Migration Policy Series

Publication Date

2000

Department

Balsillie School of International Affairs

Abstract

Many countries, South Africa included, are in a panic about skills emigration – the so-called “brain drain.” One business-oriented institute even thinks that South Africa’s skills shortage is so “desperate” that the country should immediately throw open its borders to anyone who wishes to enter. Yet most South Africans are ambiguous about the wisdom of using immigration policy to offset skills loss. Immigration, no matter how selective and tightly controlled, arouses nationalist passions and causes moral panics.

Anti-immigrationists argue that governments are supposed to protect citizens from “outsiders”; not let them in to compete with locals for jobs and resources. Even the most liberal immigration countries have strong and vigorous anti-immigration lobbies. In fact, if immigration policy were driven purely by the wishes of citizens, there would be very little legal immigration in the modern world. Why then do some governments go against the popular will and their own constituencies in encouraging immigration? Presuming that they are not acting totally irrationally, they appear to believe that immigration and the interests of citizens are not always incompatible.

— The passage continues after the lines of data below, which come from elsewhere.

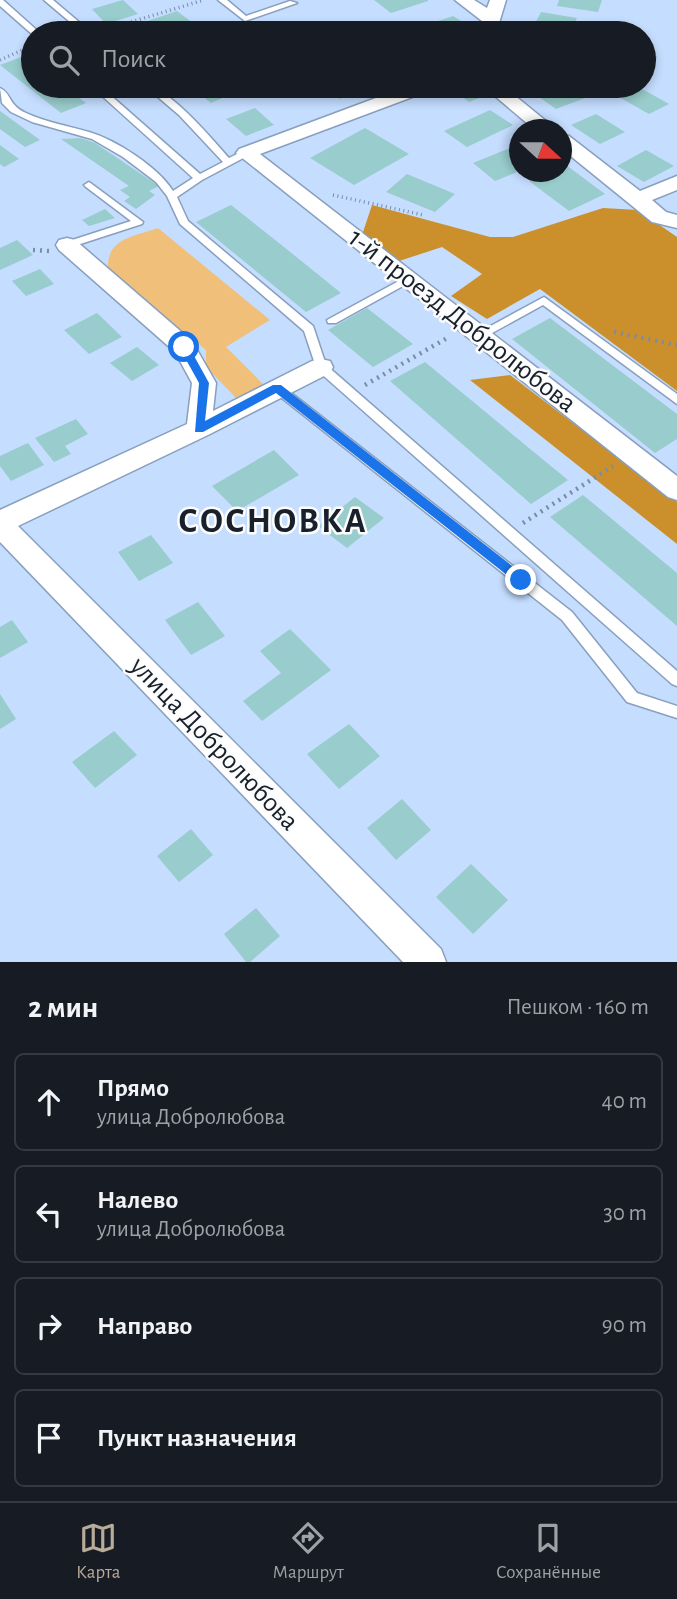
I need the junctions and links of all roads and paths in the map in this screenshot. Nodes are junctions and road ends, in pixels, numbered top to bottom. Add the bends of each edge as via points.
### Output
1 (48, 0) edge
2 (204, 0) edge
3 (222, 0) edge
4 (463, 0) edge
5 (498, 0) edge
6 (0, 2) edge
7 (293, 3) dead end
8 (8, 9) junction
9 (0, 18) edge
10 (22, 21) edge
11 (73, 21) edge
12 (135, 21) edge
13 (484, 21) edge
14 (491, 21) edge
15 (21, 51) edge
16 (0, 60) edge
17 (0, 91) edge
18 (109, 98) edge
19 (164, 98) edge
20 (392, 98) edge
21 (507, 98) edge
22 (534, 119) edge
23 (572, 148) edge
24 (237, 157) junction
25 (200, 178) junction
26 (677, 182) edge
27 (89, 185) dead end
28 (325, 193) dead end
29 (172, 196) junction
30 (638, 199) junction
31 (423, 215) dead end
32 (677, 222) edge
33 (67, 245) joint
34 (408, 279) junction
35 (332, 320) dead end
36 (572, 321) junction
37 (474, 331) junction
38 (677, 345) edge
39 (321, 367) junction
40 (277, 388) junction
41 (350, 394) junction
42 (677, 400) edge
43 (199, 429) junction
44 (632, 454) junction
45 (677, 490) edge
46 (535, 515) dead end
47 (0, 524) edge
48 (677, 680) edge
49 (677, 712) edge
50 (428, 962) edge

1 - 11 lane
2 - 12 path
3 - 7 lane via 245,19
4 - 13 street
5 - 14 street
6 - 8 lane
8 - 9 lane
8 - 10 lane
15 - 16 path
17 - 29 lane via 7,105 27,116 95,138 167,184
18 - 25 lane
19 - 24 lane
20 - 24 street
21 - 22 street
23 - 30 street
24 - 25 lane
24 - 34 street, 1-й проезд Добролюбова
25 - 29 lane
26 - 30 street
27 - 33 lane via 138,222
28 - 31 path
29 - 39 lane via 184,222 309,329
30 - 32 street via 659,217
33 - 43 street via 184,347 204,383
34 - 35 lane
34 - 37 street, 1-й проезд Добролюбова
36 - 37 lane via 544,300
36 - 38 path
36 - 42 lane
37 - 41 path
37 - 44 street, 1-й проезд Добролюбова
39 - 40 street, улица Добролюбова
39 - 41 lane
40 - 43 street, улица Добролюбова
40 - 49 lane via 567,616 632,698
41 - 48 lane
43 - 47 street, улица Добролюбова
44 - 45 street, 1-й проезд Добролюбова
44 - 46 path
47 - 50 street, улица Добролюбова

South Africa is hampered by a very clouded and unsavoury immigration history. Before 1994, immigration policy was a naked instrument of racial domination. There was also considerable emigration during the apartheid years, but emigration rarely exceeded immigration (Figure 1.1). What has happened to immigration and emigration since 1994? Government data certainly underestimates the extent of emigration. A recent study by the SANSA project at UCT estimates that over 233,000 South Africans emigrated permanently to five countries – the United Kingdom, the USA, Canada, Australia and New Zealand – between 1989 and 1997.

Is it possible that skills emigration is being offset by a proactive immigration policy and recruiting of skilled foreigners to make up for the “brain drain”? On the contrary, immigration has fallen significantly since the early 1990s. In 1993, South Africa let in 9,800 immigrants. By 1997, the number had more than halved, to only 4,100. These figures raise some pointed questions.

The SAMP survey of South African emigration intentions reported in Chapter 1 of this publication suggests that the brain drain is unlikely to slow over the next decade, and that black South Africans are as likely to leave as white South Africans. This represents a potentially significant drain of human capital. While politicians, the media and business bemoan these patterns of emigration, there is not much they can do about it. The constitution guarantees that no restrictions will be placed on the free movement of South Africans to greener pastures.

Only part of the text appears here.